Personalizing Care in Kenya

The third strand of my dissertation moves from healthcare financing to the clinical quality of care, focusing on a postpartum contraceptive counseling intervention in Kenya. Clinical observation shows that women often do not receive high-quality counseling at the point of service; providers frequently complete only about 50 percent of standard guideline checklists. To address this, we partnered with Jacaranda Health, an innovative organization in Kenya managing an SMS-based digital platform that sends targeted educational materials to pregnant and postpartum women. 

Through our randomized controlled trial, we discovered that women who received these personalized interventions demonstrated substantially better knowledge of postpartum family planning methods and reported a much higher perception of message and counseling quality. And yet, this did not translate into a higher statistical uptake of contraceptives compared to the control group. 

When we examined the platform data to understand the underlying mechanisms, we found two fascinating realities. First, actual user engagement with the core interactive features was quite low. For instance, while 20 percent of women began the text conversation for support with contraceptive choice, only about 6 percent completed the entire interactive pipeline to receive the algorithmic recommendation before their final antenatal visit. Second, our follow-up interviews revealed that nearly 50 percent of the non-users simply did not want to use family planning because they preferred high fertility and wanted to expand their families. Because our intervention was strictly non-coercive and respected personal fertility preferences, it didn't alter their behavior, which perfectly aligns with recent studies in Burkina Faso showing that structural preferences for larger families often outweigh digital public health nudges. 

The Crucial Focus on "So What?"

I am profoundly grateful to my dissertation committee for helping me operationalize these complex questions over the last five years. My primary advisor, Jessica Cohen at the Harvard T.H. Chan School of Public Health, provided mentorship in managing the randomized controlled trial in Kenya alongside our coauthors Maggie McConnell and Slawa Rokicki. [FAS Professor] David Cutler, an applied economist, and Professor Kevin Croke at the School of Public Health, pushed me continuously to refine my methodology and data sources for the standalone papers in Senegal. Harvard also provided financial support that made my travel to West Africa possible, including the Harvard Griffin GSAS Summer Predissertation Fellowship and grants from the Harvard Ministerial Leadership Program and the Kennedy School’s Health Equity Funds. 

Beyond the research, campus has been a welcoming space for me personally. As an observant, practicing Muslim, I regularly attend Friday prayers, participate in undergraduate and graduate Islamic Society events, and gather for Ramadan iftars on campus. The past couple of years have been emotionally challenging for everyone on campus due to the heightening of global conflicts, but my overall experience within the vibrant Harvard Muslim community has been deeply comforting and positive. 

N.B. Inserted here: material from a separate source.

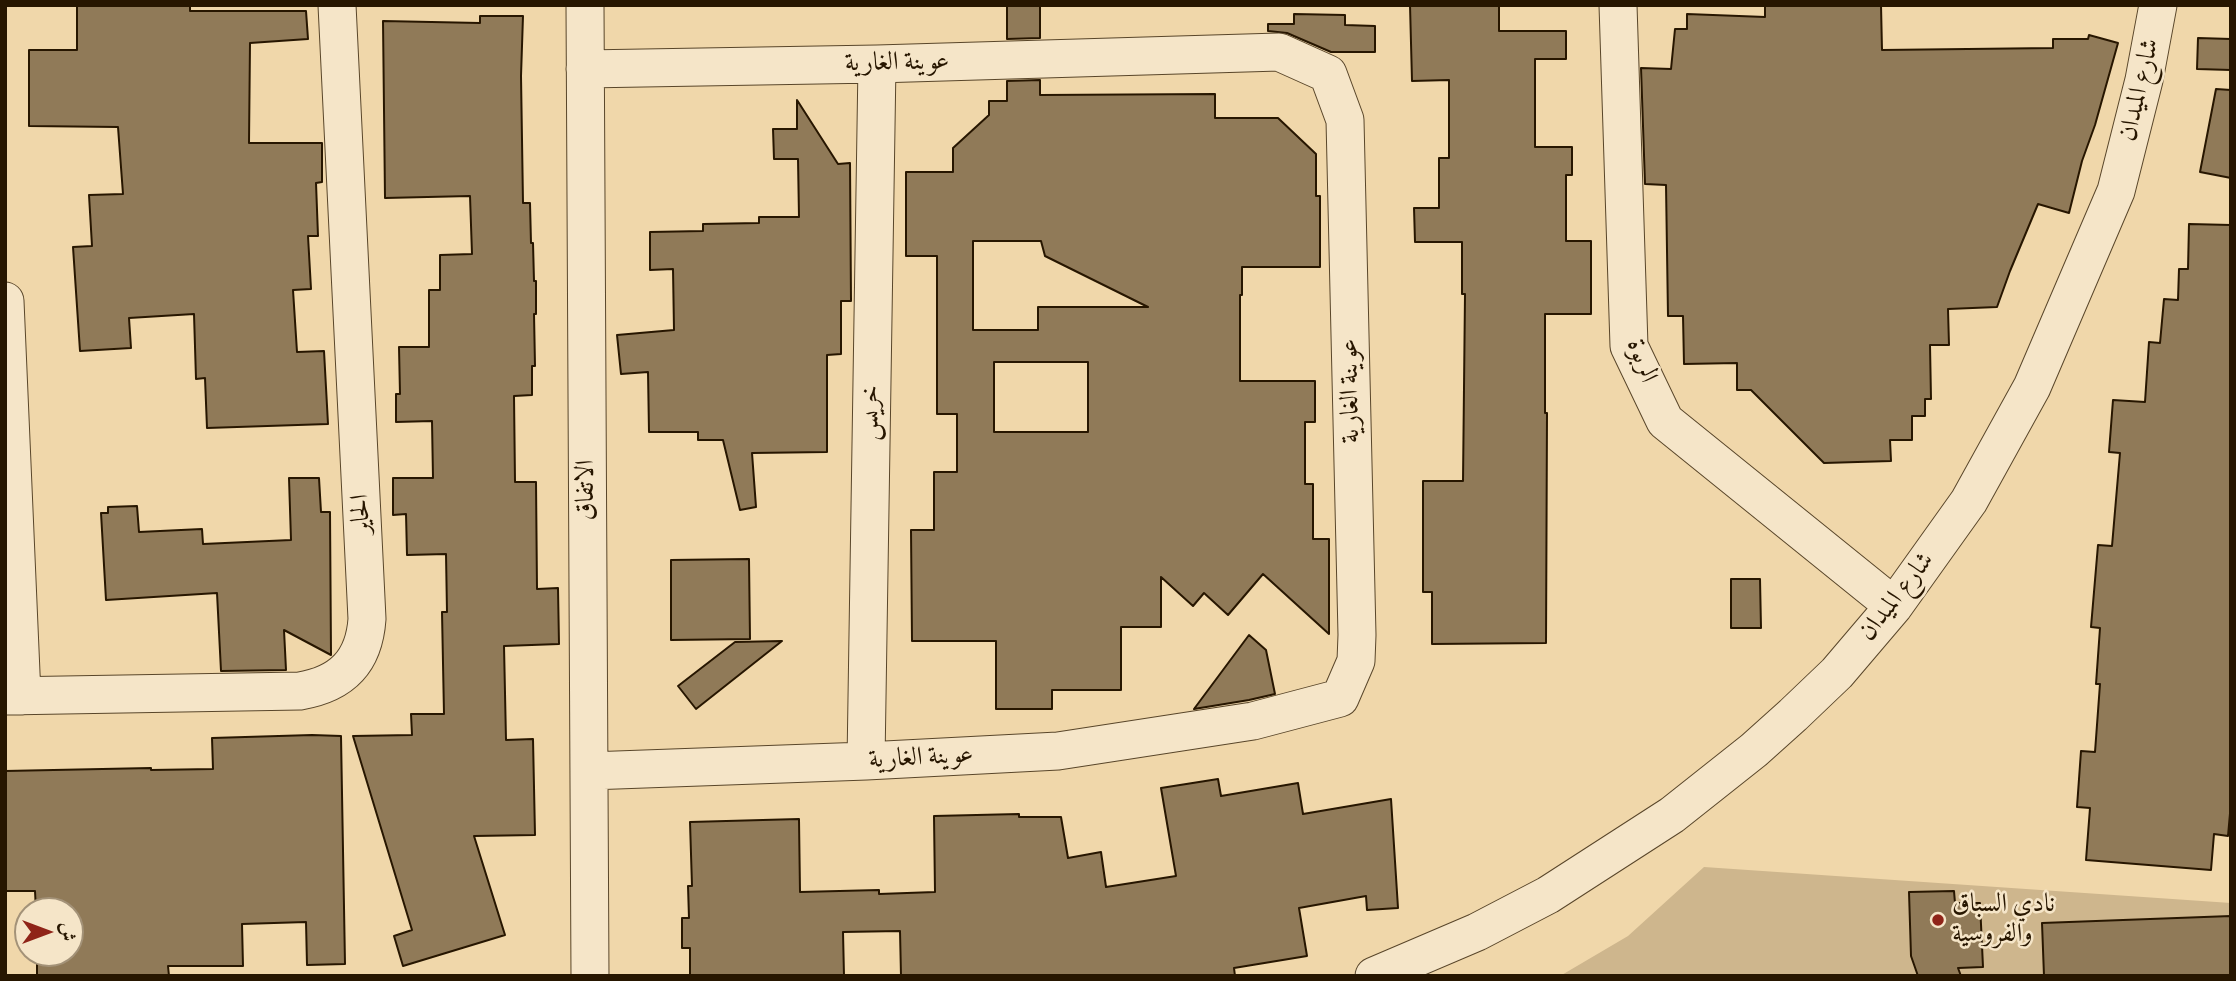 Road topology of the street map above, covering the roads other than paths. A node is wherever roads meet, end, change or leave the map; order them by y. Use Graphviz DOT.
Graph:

Following graduation, I will rejoin Analysis Group as an associate health economist, while continuing my research agenda on universal health coverage in Sub-Saharan Africa. Academic research can occasionally run the risk of becoming too abstracted from the immediate "so what?" of human life. By evaluating real-world healthcare delivery, my goal is to remember the structural financial barriers my own family faced in Dakar, and ensure that public health policy remains centered on the lives it’s meant to save.